BRIEF => Each line holding the word "than" must appear in the answer, copied from the entries.

SUPPLIED RECORDS =>
+--

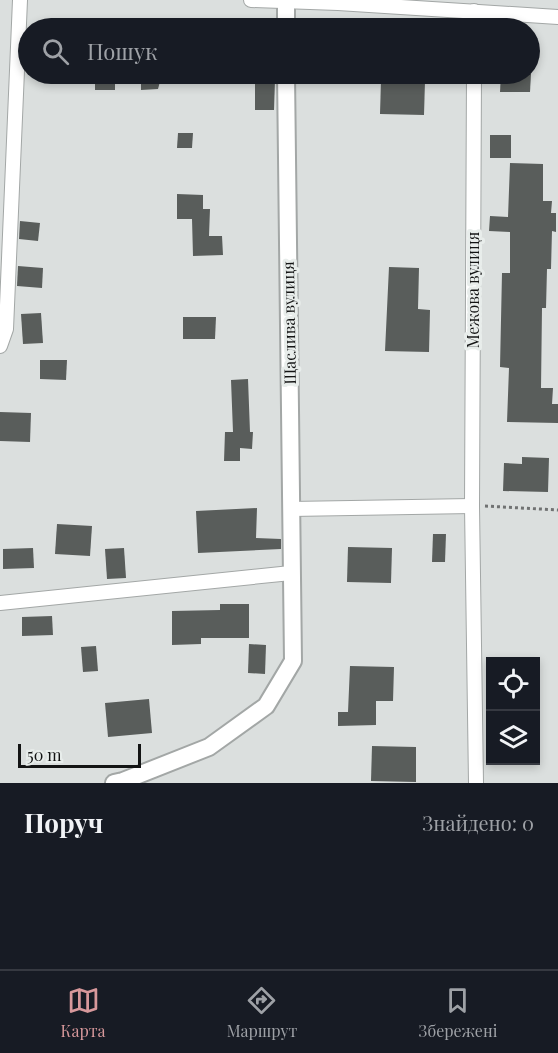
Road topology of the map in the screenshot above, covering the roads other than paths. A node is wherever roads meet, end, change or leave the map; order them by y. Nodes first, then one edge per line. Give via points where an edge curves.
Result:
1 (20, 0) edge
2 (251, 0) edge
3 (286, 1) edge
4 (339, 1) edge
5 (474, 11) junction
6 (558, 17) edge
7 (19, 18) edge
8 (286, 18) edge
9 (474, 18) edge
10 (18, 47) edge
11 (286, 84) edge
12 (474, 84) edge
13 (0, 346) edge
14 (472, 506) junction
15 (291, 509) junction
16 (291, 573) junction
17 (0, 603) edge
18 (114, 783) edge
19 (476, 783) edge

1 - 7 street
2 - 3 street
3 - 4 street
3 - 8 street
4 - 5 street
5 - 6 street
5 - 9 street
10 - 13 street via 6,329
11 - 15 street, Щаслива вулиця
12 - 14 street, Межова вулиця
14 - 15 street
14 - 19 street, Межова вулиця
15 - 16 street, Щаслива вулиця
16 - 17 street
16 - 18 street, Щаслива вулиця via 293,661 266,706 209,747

+--

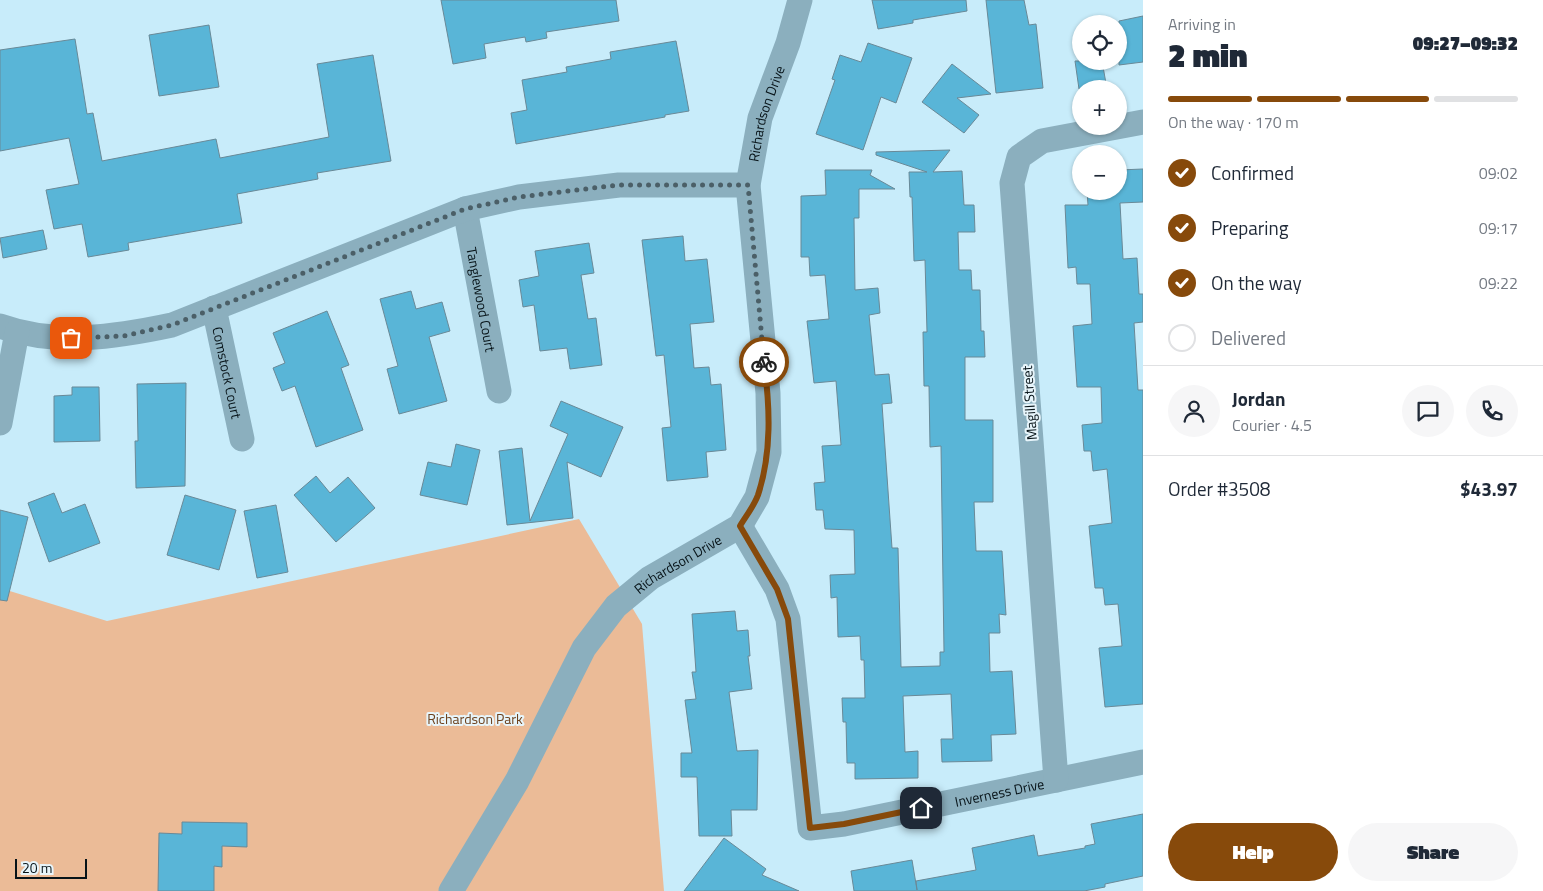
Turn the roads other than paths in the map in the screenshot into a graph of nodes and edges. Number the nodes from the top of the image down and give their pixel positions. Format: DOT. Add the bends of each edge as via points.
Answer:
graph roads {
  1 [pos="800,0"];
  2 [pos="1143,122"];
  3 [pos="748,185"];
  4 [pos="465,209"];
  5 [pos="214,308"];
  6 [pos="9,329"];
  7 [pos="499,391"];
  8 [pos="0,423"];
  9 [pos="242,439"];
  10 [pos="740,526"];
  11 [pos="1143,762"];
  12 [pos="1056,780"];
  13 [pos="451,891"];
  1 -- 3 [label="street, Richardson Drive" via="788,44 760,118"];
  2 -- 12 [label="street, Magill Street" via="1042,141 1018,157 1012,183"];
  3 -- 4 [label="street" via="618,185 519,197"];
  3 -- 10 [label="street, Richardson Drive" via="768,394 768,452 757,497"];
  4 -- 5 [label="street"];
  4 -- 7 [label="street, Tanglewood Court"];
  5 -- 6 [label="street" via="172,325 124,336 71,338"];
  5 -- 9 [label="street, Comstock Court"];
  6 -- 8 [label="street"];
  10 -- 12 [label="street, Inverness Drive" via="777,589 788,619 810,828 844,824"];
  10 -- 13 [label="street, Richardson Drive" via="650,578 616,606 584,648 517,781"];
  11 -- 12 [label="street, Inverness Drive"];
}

+--

THE COMPLETED TASK =>
Road topology of the map in the screenshot above, covering the roads other than paths. A node is wherever roads meet, end, change or leave the map; order them by y. Nodes first, then one edge per line. Give via points where an edge curves.
Turn the roads other than paths in the map in the screenshot into a graph of nodes and edges. Number the nodes from the top of the image down and give their pixel positions. Format: DOT. Add the bends of each edge as via points.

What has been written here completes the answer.